__RECORD EXTRACTS__
-- Opening Marker --

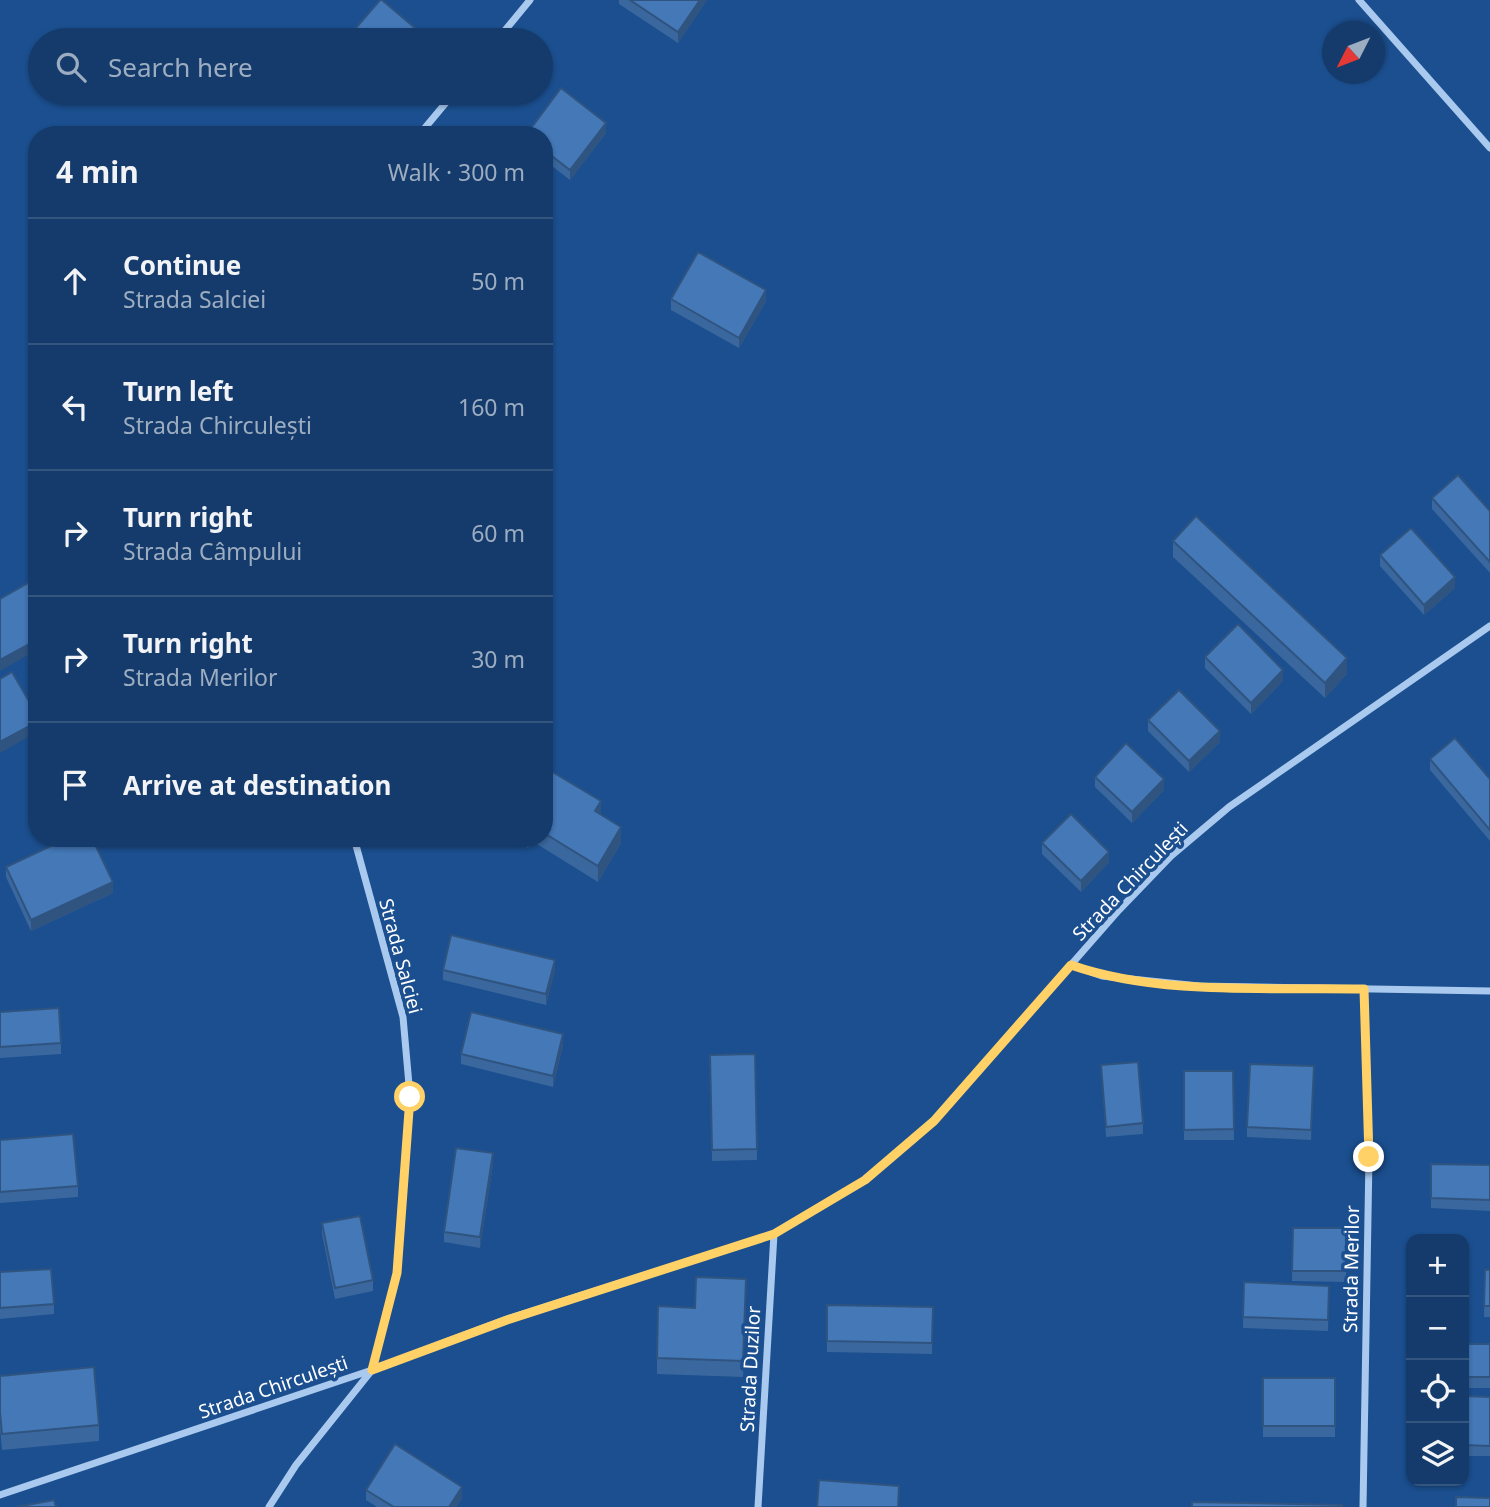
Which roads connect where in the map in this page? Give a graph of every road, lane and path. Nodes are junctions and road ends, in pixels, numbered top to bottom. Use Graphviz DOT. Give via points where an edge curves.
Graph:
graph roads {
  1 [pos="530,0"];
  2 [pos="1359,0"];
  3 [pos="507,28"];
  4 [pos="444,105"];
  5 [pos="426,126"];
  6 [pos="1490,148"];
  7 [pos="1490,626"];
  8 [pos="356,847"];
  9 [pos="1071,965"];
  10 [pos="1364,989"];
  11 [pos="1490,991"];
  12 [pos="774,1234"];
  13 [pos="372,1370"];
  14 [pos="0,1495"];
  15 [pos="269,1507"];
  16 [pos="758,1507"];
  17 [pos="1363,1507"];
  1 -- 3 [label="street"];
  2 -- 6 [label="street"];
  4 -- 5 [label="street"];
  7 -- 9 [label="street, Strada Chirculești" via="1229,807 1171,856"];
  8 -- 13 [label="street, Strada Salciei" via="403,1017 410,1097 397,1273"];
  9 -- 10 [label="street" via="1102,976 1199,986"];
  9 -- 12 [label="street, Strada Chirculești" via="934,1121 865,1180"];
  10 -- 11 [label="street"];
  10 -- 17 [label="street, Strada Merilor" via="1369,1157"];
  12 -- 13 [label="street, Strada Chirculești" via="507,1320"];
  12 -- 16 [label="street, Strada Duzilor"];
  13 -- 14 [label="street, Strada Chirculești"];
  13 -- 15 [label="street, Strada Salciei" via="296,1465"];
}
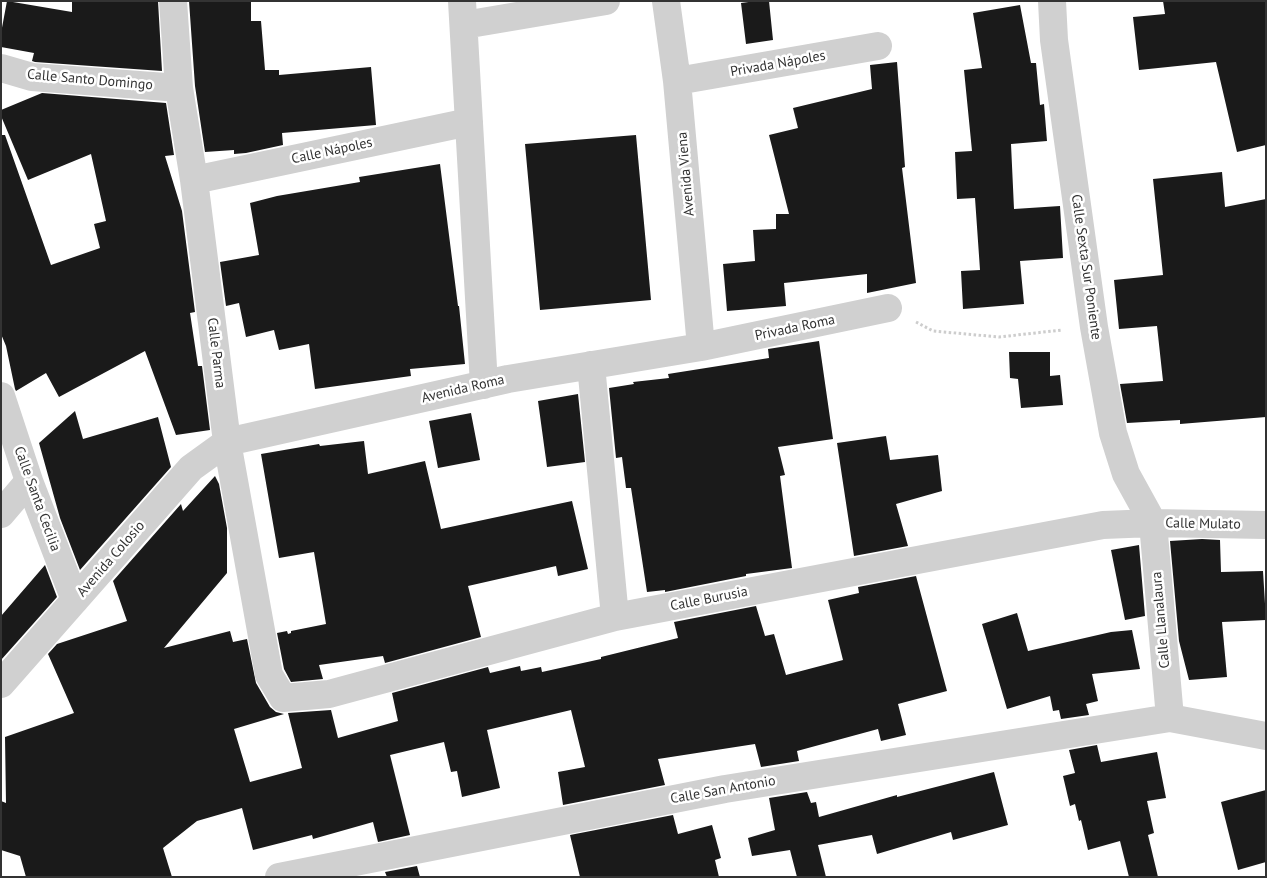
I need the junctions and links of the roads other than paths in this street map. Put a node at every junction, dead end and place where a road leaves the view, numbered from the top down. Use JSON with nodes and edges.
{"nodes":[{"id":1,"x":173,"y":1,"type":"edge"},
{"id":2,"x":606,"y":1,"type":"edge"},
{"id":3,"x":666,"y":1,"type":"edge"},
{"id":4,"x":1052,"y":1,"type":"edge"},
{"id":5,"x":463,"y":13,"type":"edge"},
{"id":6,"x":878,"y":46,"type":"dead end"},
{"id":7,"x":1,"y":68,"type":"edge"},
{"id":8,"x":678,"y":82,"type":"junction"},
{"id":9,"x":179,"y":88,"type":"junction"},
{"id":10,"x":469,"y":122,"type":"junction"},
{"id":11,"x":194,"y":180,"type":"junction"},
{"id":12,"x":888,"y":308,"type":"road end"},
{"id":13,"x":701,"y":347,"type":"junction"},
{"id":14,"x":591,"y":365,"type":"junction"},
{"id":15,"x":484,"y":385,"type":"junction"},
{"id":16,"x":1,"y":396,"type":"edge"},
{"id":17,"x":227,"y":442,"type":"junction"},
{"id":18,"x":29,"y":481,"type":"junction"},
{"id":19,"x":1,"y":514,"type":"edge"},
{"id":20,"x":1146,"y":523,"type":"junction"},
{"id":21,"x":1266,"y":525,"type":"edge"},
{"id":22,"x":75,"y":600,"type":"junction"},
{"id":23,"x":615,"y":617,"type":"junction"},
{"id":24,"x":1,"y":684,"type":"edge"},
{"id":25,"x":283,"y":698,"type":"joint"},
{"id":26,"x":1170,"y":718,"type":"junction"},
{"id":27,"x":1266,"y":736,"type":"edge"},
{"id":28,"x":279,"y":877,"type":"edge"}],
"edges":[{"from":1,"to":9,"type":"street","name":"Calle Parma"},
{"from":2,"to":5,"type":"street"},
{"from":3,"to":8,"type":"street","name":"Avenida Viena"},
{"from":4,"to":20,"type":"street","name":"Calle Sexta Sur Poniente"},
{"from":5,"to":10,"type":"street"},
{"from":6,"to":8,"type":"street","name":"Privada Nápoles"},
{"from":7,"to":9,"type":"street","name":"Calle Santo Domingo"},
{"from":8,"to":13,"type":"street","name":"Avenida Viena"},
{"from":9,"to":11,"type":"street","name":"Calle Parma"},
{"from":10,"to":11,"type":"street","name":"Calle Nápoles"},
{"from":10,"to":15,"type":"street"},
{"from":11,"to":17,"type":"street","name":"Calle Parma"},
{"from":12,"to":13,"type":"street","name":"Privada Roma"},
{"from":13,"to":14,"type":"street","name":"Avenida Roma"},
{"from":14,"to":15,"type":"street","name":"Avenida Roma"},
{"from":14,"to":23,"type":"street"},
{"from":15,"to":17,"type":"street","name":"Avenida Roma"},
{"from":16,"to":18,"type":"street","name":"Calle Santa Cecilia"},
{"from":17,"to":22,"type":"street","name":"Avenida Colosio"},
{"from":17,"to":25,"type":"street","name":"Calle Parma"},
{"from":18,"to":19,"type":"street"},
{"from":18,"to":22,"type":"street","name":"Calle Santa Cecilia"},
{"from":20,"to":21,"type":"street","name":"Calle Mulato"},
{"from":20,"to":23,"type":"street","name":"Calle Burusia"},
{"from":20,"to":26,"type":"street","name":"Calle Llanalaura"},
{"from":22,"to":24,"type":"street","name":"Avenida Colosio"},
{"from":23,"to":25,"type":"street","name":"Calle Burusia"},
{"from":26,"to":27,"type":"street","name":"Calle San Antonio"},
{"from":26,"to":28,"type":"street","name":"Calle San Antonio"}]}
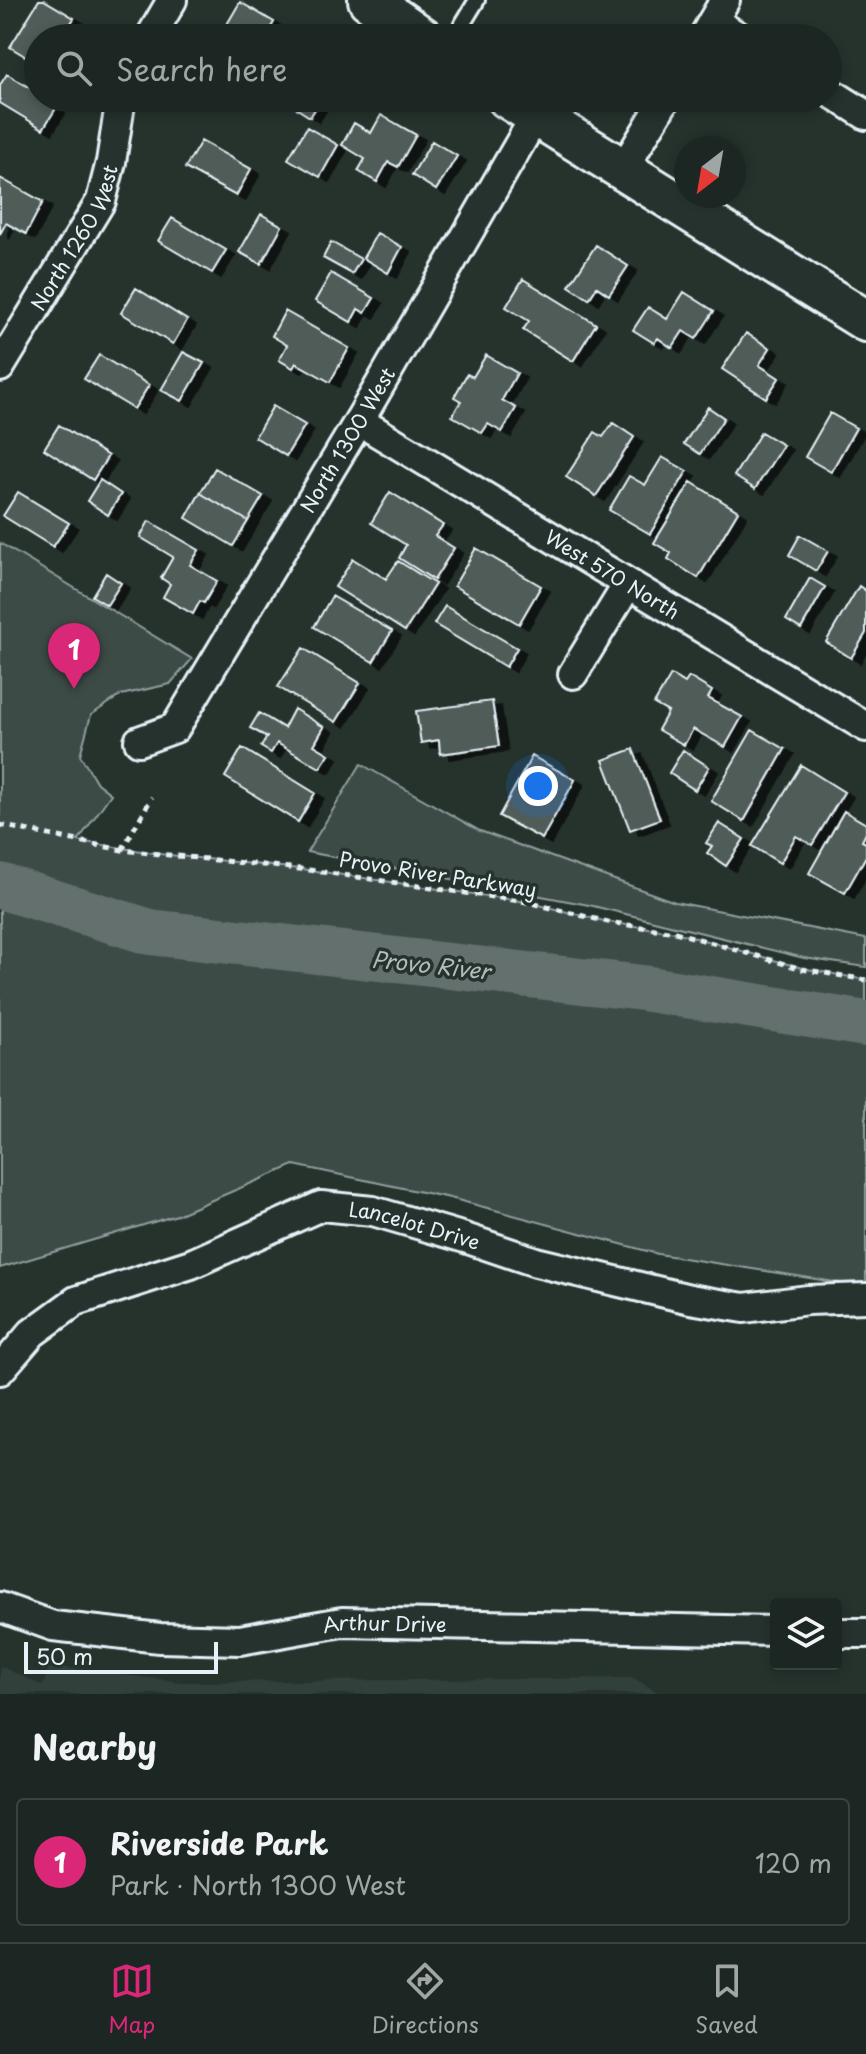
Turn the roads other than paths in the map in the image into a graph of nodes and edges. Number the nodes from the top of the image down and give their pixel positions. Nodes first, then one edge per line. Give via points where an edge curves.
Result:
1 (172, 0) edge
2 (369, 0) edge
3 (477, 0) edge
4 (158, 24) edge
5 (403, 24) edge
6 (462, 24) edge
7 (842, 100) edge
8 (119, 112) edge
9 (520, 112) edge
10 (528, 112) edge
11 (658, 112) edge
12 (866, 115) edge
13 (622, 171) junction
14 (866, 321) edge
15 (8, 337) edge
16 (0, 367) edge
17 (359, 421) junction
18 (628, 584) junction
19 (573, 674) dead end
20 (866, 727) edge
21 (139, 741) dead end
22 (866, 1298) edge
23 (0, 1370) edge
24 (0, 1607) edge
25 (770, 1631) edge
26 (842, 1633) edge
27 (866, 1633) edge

-- Closing Marker --

__WORK INSTRUCTION__
Your answer must be an exact copy of the listing, minus its pictures.

__RESULT FOR THIS EXERCISE__
Which roads connect where in the map in this page? Give a graph of every road, lane and path. Nodes are junctions and road ends, in pixels, numbered top to bottom. Use Graphviz DOT. Give via points where an edge curves.
Graph:
graph roads {
  1 [pos="530,0"];
  2 [pos="1359,0"];
  3 [pos="507,28"];
  4 [pos="444,105"];
  5 [pos="426,126"];
  6 [pos="1490,148"];
  7 [pos="1490,626"];
  8 [pos="356,847"];
  9 [pos="1071,965"];
  10 [pos="1364,989"];
  11 [pos="1490,991"];
  12 [pos="774,1234"];
  13 [pos="372,1370"];
  14 [pos="0,1495"];
  15 [pos="269,1507"];
  16 [pos="758,1507"];
  17 [pos="1363,1507"];
  1 -- 3 [label="street"];
  2 -- 6 [label="street"];
  4 -- 5 [label="street"];
  7 -- 9 [label="street, Strada Chirculești" via="1229,807 1171,856"];
  8 -- 13 [label="street, Strada Salciei" via="403,1017 410,1097 397,1273"];
  9 -- 10 [label="street" via="1102,976 1199,986"];
  9 -- 12 [label="street, Strada Chirculești" via="934,1121 865,1180"];
  10 -- 11 [label="street"];
  10 -- 17 [label="street, Strada Merilor" via="1369,1157"];
  12 -- 13 [label="street, Strada Chirculești" via="507,1320"];
  12 -- 16 [label="street, Strada Duzilor"];
  13 -- 14 [label="street, Strada Chirculești"];
  13 -- 15 [label="street, Strada Salciei" via="296,1465"];
}
I need the junctions and links of the roads other than paths in this street map. Put a node at every junction, dead end and place where a road leaves the view, numbered from the top down. Use JSON with nodes and edges.
{"nodes":[{"id":1,"x":173,"y":1,"type":"edge"},
{"id":2,"x":606,"y":1,"type":"edge"},
{"id":3,"x":666,"y":1,"type":"edge"},
{"id":4,"x":1052,"y":1,"type":"edge"},
{"id":5,"x":463,"y":13,"type":"edge"},
{"id":6,"x":878,"y":46,"type":"dead end"},
{"id":7,"x":1,"y":68,"type":"edge"},
{"id":8,"x":678,"y":82,"type":"junction"},
{"id":9,"x":179,"y":88,"type":"junction"},
{"id":10,"x":469,"y":122,"type":"junction"},
{"id":11,"x":194,"y":180,"type":"junction"},
{"id":12,"x":888,"y":308,"type":"road end"},
{"id":13,"x":701,"y":347,"type":"junction"},
{"id":14,"x":591,"y":365,"type":"junction"},
{"id":15,"x":484,"y":385,"type":"junction"},
{"id":16,"x":1,"y":396,"type":"edge"},
{"id":17,"x":227,"y":442,"type":"junction"},
{"id":18,"x":29,"y":481,"type":"junction"},
{"id":19,"x":1,"y":514,"type":"edge"},
{"id":20,"x":1146,"y":523,"type":"junction"},
{"id":21,"x":1266,"y":525,"type":"edge"},
{"id":22,"x":75,"y":600,"type":"junction"},
{"id":23,"x":615,"y":617,"type":"junction"},
{"id":24,"x":1,"y":684,"type":"edge"},
{"id":25,"x":283,"y":698,"type":"joint"},
{"id":26,"x":1170,"y":718,"type":"junction"},
{"id":27,"x":1266,"y":736,"type":"edge"},
{"id":28,"x":279,"y":877,"type":"edge"}],
"edges":[{"from":1,"to":9,"type":"street","name":"Calle Parma"},
{"from":2,"to":5,"type":"street"},
{"from":3,"to":8,"type":"street","name":"Avenida Viena"},
{"from":4,"to":20,"type":"street","name":"Calle Sexta Sur Poniente"},
{"from":5,"to":10,"type":"street"},
{"from":6,"to":8,"type":"street","name":"Privada Nápoles"},
{"from":7,"to":9,"type":"street","name":"Calle Santo Domingo"},
{"from":8,"to":13,"type":"street","name":"Avenida Viena"},
{"from":9,"to":11,"type":"street","name":"Calle Parma"},
{"from":10,"to":11,"type":"street","name":"Calle Nápoles"},
{"from":10,"to":15,"type":"street"},
{"from":11,"to":17,"type":"street","name":"Calle Parma"},
{"from":12,"to":13,"type":"street","name":"Privada Roma"},
{"from":13,"to":14,"type":"street","name":"Avenida Roma"},
{"from":14,"to":15,"type":"street","name":"Avenida Roma"},
{"from":14,"to":23,"type":"street"},
{"from":15,"to":17,"type":"street","name":"Avenida Roma"},
{"from":16,"to":18,"type":"street","name":"Calle Santa Cecilia"},
{"from":17,"to":22,"type":"street","name":"Avenida Colosio"},
{"from":17,"to":25,"type":"street","name":"Calle Parma"},
{"from":18,"to":19,"type":"street"},
{"from":18,"to":22,"type":"street","name":"Calle Santa Cecilia"},
{"from":20,"to":21,"type":"street","name":"Calle Mulato"},
{"from":20,"to":23,"type":"street","name":"Calle Burusia"},
{"from":20,"to":26,"type":"street","name":"Calle Llanalaura"},
{"from":22,"to":24,"type":"street","name":"Avenida Colosio"},
{"from":23,"to":25,"type":"street","name":"Calle Burusia"},
{"from":26,"to":27,"type":"street","name":"Calle San Antonio"},
{"from":26,"to":28,"type":"street","name":"Calle San Antonio"}]}
Turn the roads other than paths in the map in the image into a graph of nodes and edges. Number the nodes from the top of the image down and give their pixel positions. Nodes first, then one edge per line. Give via points where an edge curves.
Result:
1 (172, 0) edge
2 (369, 0) edge
3 (477, 0) edge
4 (158, 24) edge
5 (403, 24) edge
6 (462, 24) edge
7 (842, 100) edge
8 (119, 112) edge
9 (520, 112) edge
10 (528, 112) edge
11 (658, 112) edge
12 (866, 115) edge
13 (622, 171) junction
14 (866, 321) edge
15 (8, 337) edge
16 (0, 367) edge
17 (359, 421) junction
18 (628, 584) junction
19 (573, 674) dead end
20 (866, 727) edge
21 (139, 741) dead end
22 (866, 1298) edge
23 (0, 1370) edge
24 (0, 1607) edge
25 (770, 1631) edge
26 (842, 1633) edge
27 (866, 1633) edge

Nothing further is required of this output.